### [Collected data]
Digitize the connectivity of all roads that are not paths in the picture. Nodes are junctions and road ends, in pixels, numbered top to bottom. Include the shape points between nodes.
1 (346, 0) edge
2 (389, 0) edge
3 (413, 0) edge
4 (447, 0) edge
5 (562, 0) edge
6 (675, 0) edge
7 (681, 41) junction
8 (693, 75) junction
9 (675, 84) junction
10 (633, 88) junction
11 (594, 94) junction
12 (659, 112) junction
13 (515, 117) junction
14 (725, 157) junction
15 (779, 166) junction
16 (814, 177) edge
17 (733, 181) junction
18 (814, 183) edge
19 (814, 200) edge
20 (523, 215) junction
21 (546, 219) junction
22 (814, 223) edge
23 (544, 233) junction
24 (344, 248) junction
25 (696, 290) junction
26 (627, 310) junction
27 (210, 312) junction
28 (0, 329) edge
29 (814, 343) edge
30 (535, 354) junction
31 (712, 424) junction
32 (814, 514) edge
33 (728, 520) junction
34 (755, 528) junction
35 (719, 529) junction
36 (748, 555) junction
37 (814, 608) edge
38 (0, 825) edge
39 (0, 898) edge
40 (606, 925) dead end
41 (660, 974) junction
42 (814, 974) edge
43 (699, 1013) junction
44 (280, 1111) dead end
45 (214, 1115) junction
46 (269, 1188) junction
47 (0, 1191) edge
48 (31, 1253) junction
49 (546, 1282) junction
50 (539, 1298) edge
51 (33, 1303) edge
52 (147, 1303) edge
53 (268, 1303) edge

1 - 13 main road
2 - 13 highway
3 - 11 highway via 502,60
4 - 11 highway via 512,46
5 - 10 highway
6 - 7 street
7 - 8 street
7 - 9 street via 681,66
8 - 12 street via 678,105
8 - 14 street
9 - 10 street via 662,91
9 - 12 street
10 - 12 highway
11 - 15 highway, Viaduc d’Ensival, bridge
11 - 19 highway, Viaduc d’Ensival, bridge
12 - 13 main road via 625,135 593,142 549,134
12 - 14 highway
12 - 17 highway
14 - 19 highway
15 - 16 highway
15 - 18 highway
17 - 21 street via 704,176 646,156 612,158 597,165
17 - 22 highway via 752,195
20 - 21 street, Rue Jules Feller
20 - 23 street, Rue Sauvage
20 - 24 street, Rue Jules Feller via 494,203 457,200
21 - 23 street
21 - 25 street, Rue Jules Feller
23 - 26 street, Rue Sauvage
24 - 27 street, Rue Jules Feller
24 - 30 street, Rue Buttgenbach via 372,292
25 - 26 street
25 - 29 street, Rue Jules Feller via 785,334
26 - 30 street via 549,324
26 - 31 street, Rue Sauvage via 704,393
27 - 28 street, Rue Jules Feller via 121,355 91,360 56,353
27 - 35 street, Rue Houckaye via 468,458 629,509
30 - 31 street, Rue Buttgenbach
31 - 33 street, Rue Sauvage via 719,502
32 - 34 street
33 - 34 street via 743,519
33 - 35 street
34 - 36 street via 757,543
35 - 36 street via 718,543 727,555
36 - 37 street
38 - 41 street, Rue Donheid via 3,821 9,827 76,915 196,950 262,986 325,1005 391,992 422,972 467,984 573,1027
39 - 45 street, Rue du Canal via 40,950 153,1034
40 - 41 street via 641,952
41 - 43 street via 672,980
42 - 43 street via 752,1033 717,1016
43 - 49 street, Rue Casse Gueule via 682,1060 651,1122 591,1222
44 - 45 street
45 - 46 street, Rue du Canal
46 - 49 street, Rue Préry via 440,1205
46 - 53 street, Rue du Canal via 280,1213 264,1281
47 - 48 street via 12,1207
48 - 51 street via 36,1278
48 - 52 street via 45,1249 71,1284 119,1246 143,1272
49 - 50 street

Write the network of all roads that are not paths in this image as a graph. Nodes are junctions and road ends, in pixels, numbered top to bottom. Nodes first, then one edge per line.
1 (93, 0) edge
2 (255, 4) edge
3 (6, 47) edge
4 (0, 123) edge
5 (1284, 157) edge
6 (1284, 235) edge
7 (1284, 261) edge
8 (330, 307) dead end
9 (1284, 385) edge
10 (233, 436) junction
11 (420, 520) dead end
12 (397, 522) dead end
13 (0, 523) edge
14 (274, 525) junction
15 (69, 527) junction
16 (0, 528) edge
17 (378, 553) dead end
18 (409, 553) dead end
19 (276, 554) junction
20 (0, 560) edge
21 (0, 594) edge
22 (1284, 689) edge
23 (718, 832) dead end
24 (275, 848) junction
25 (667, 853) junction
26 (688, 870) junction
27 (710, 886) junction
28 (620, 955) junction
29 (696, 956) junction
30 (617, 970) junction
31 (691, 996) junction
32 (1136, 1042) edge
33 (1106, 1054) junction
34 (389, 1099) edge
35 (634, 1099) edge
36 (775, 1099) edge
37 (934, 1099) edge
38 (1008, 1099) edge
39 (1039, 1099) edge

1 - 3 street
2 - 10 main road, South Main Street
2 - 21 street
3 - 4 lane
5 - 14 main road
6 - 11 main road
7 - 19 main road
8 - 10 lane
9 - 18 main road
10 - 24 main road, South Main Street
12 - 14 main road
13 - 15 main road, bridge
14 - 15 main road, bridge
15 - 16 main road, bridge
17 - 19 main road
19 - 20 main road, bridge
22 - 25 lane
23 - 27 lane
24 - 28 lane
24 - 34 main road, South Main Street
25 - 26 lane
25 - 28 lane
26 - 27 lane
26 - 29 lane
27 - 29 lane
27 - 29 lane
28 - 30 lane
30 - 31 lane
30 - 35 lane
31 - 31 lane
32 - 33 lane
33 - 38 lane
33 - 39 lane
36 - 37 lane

### [Exercise requirements]
Every line above that carries the string "Viaduc" should be copied.

### [Result of this task]
11 - 15 highway, Viaduc d’Ensival, bridge
11 - 19 highway, Viaduc d’Ensival, bridge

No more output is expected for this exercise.